The task:
Images do not belong in the copy. Retype all the entries below exactly.

Exercise materials:
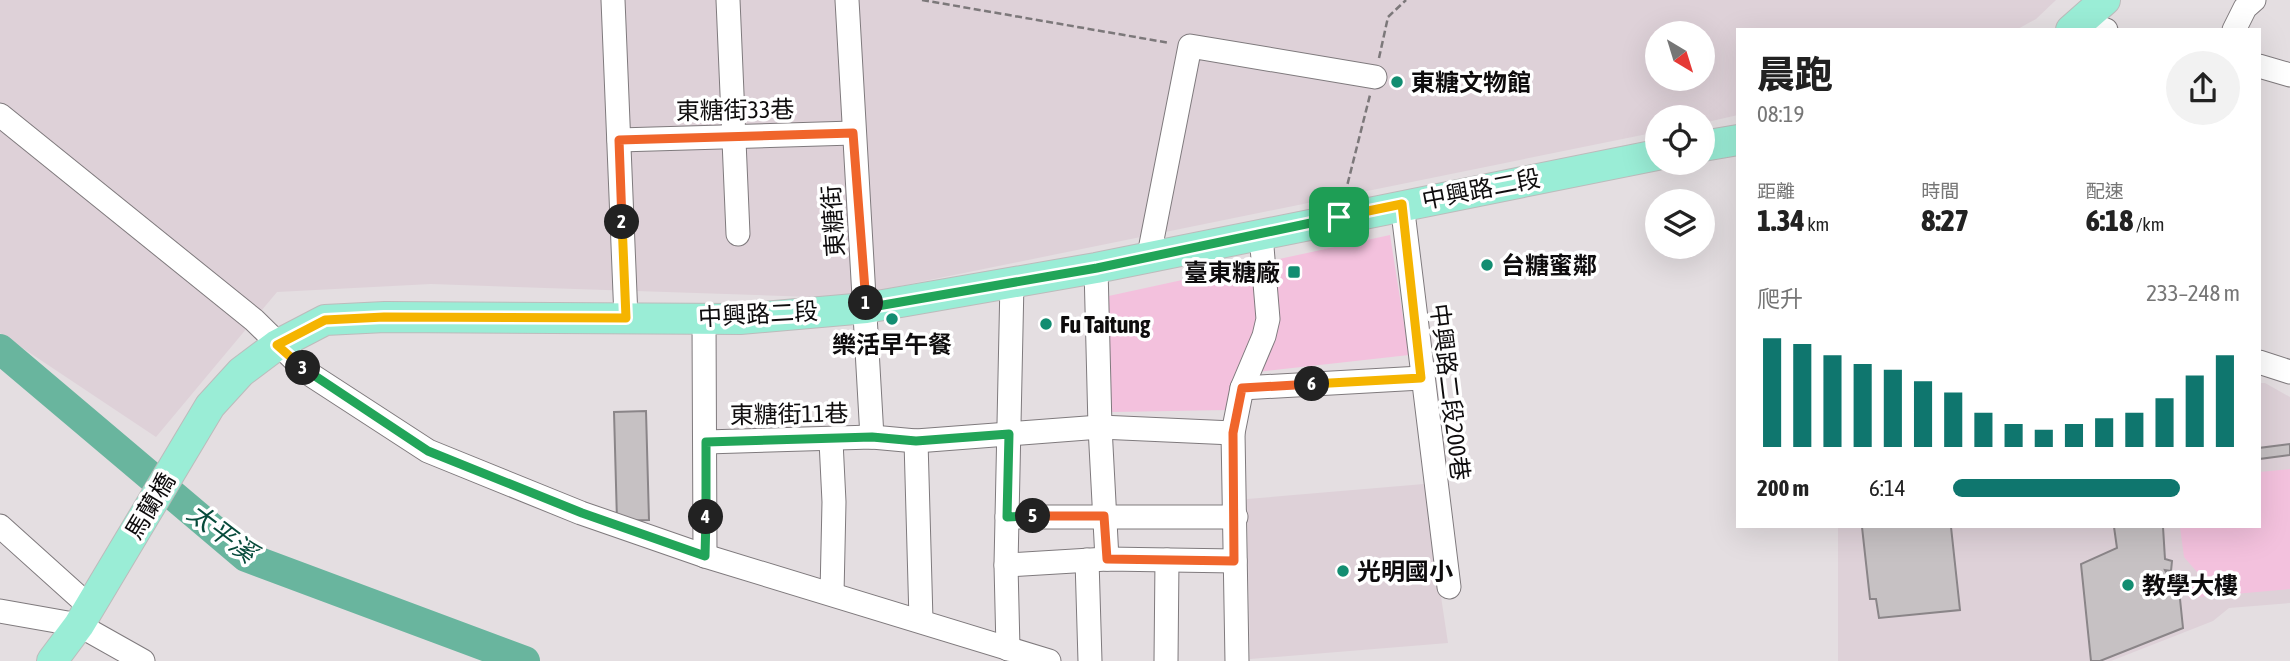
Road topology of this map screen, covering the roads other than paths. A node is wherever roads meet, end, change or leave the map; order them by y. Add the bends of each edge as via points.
1 (613, 0) edge
2 (727, 0) edge
3 (848, 0) edge
4 (2105, 0) edge
5 (2254, 0) edge
6 (2086, 27) edge
7 (2235, 28) edge
8 (2261, 67) edge
9 (2290, 75) edge
10 (1375, 77) road end
11 (0, 115) edge
12 (853, 133) junction
13 (732, 137) junction
14 (619, 140) junction
15 (1736, 140) edge
16 (1715, 144) edge
17 (1645, 157) edge
18 (1402, 204) junction
19 (738, 233) dead end
20 (1261, 235) junction
21 (1149, 255) junction
22 (1097, 268) junction
23 (1012, 282) junction
24 (866, 308) junction
25 (704, 317) junction
26 (626, 318) junction
27 (277, 345) junction
28 (2261, 363) edge
29 (2290, 372) edge
30 (1421, 378) junction
31 (1242, 388) junction
32 (210, 406) joint
33 (1100, 426) junction
34 (1233, 433) junction
35 (1009, 434) junction
36 (872, 437) junction
37 (831, 441) junction
38 (916, 441) junction
39 (706, 442) junction
40 (1104, 516) junction
41 (1007, 517) junction
42 (1236, 517) junction
43 (0, 526) edge
44 (705, 556) junction
45 (1097, 560) junction
46 (1167, 560) junction
47 (1234, 561) junction
48 (1006, 565) junction
49 (1449, 587) dead end
50 (832, 594) junction
51 (0, 611) edge
52 (84, 616) junction
53 (920, 620) junction
54 (1008, 649) junction
55 (52, 661) edge
56 (143, 661) edge
57 (1049, 661) edge
58 (1090, 661) edge
59 (1166, 661) edge
60 (1237, 661) edge

1 - 14 street
2 - 13 street
3 - 12 street, 東糖街
4 - 6 main road
5 - 7 street
8 - 9 street
10 - 21 street via 1191,46
11 - 27 street via 254,320
12 - 13 street, 東糖街33巷
12 - 24 street, 東糖街
13 - 14 street, 東糖街33巷
13 - 19 street
14 - 26 street
15 - 16 main road
17 - 18 main road, 中興路二段
18 - 20 main road, 中興路二段
18 - 30 street, 中興路二段200巷
20 - 21 main road, 中興路二段
20 - 31 street via 1268,318
21 - 22 main road, 中興路二段
22 - 23 main road, 中興路二段
22 - 33 street
23 - 24 main road, 中興路二段
23 - 35 street
24 - 25 main road, 中興路二段
24 - 36 street, 東糖街
25 - 26 main road, 中興路二段
25 - 39 street
26 - 27 main road, 中興路二段 via 325,320
27 - 32 main road, 中興路二段 via 241,372
27 - 44 street via 308,373 428,451
28 - 29 street
30 - 31 street
30 - 49 street, 中興路二段200巷
31 - 34 street
32 - 52 main road, 馬蘭橋
33 - 34 street, 東糖街11巷
33 - 35 street, 東糖街11巷
33 - 40 street
34 - 42 street
35 - 38 street, 東糖街11巷
35 - 41 street
36 - 37 street, 東糖街11巷
36 - 38 street, 東糖街11巷
37 - 39 street, 東糖街11巷
37 - 50 street
38 - 53 street
39 - 44 street
40 - 41 street
40 - 42 street
40 - 45 street
41 - 48 street
42 - 47 street
43 - 52 street
44 - 50 street
45 - 46 street
45 - 48 street
45 - 58 street
46 - 47 street
46 - 59 street
47 - 60 street
48 - 54 street
50 - 53 street
51 - 52 street
52 - 55 main road, 馬蘭橋
52 - 56 street
53 - 54 street
54 - 57 street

Solution below:
Road topology of this map screen, covering the roads other than paths. A node is wherever roads meet, end, change or leave the map; order them by y. Add the bends of each edge as via points.
1 (613, 0) edge
2 (727, 0) edge
3 (848, 0) edge
4 (2105, 0) edge
5 (2254, 0) edge
6 (2086, 27) edge
7 (2235, 28) edge
8 (2261, 67) edge
9 (2290, 75) edge
10 (1375, 77) road end
11 (0, 115) edge
12 (853, 133) junction
13 (732, 137) junction
14 (619, 140) junction
15 (1736, 140) edge
16 (1715, 144) edge
17 (1645, 157) edge
18 (1402, 204) junction
19 (738, 233) dead end
20 (1261, 235) junction
21 (1149, 255) junction
22 (1097, 268) junction
23 (1012, 282) junction
24 (866, 308) junction
25 (704, 317) junction
26 (626, 318) junction
27 (277, 345) junction
28 (2261, 363) edge
29 (2290, 372) edge
30 (1421, 378) junction
31 (1242, 388) junction
32 (210, 406) joint
33 (1100, 426) junction
34 (1233, 433) junction
35 (1009, 434) junction
36 (872, 437) junction
37 (831, 441) junction
38 (916, 441) junction
39 (706, 442) junction
40 (1104, 516) junction
41 (1007, 517) junction
42 (1236, 517) junction
43 (0, 526) edge
44 (705, 556) junction
45 (1097, 560) junction
46 (1167, 560) junction
47 (1234, 561) junction
48 (1006, 565) junction
49 (1449, 587) dead end
50 (832, 594) junction
51 (0, 611) edge
52 (84, 616) junction
53 (920, 620) junction
54 (1008, 649) junction
55 (52, 661) edge
56 (143, 661) edge
57 (1049, 661) edge
58 (1090, 661) edge
59 (1166, 661) edge
60 (1237, 661) edge

1 - 14 street
2 - 13 street
3 - 12 street, 東糖街
4 - 6 main road
5 - 7 street
8 - 9 street
10 - 21 street via 1191,46
11 - 27 street via 254,320
12 - 13 street, 東糖街33巷
12 - 24 street, 東糖街
13 - 14 street, 東糖街33巷
13 - 19 street
14 - 26 street
15 - 16 main road
17 - 18 main road, 中興路二段
18 - 20 main road, 中興路二段
18 - 30 street, 中興路二段200巷
20 - 21 main road, 中興路二段
20 - 31 street via 1268,318
21 - 22 main road, 中興路二段
22 - 23 main road, 中興路二段
22 - 33 street
23 - 24 main road, 中興路二段
23 - 35 street
24 - 25 main road, 中興路二段
24 - 36 street, 東糖街
25 - 26 main road, 中興路二段
25 - 39 street
26 - 27 main road, 中興路二段 via 325,320
27 - 32 main road, 中興路二段 via 241,372
27 - 44 street via 308,373 428,451
28 - 29 street
30 - 31 street
30 - 49 street, 中興路二段200巷
31 - 34 street
32 - 52 main road, 馬蘭橋
33 - 34 street, 東糖街11巷
33 - 35 street, 東糖街11巷
33 - 40 street
34 - 42 street
35 - 38 street, 東糖街11巷
35 - 41 street
36 - 37 street, 東糖街11巷
36 - 38 street, 東糖街11巷
37 - 39 street, 東糖街11巷
37 - 50 street
38 - 53 street
39 - 44 street
40 - 41 street
40 - 42 street
40 - 45 street
41 - 48 street
42 - 47 street
43 - 52 street
44 - 50 street
45 - 46 street
45 - 48 street
45 - 58 street
46 - 47 street
46 - 59 street
47 - 60 street
48 - 54 street
50 - 53 street
51 - 52 street
52 - 55 main road, 馬蘭橋
52 - 56 street
53 - 54 street
54 - 57 street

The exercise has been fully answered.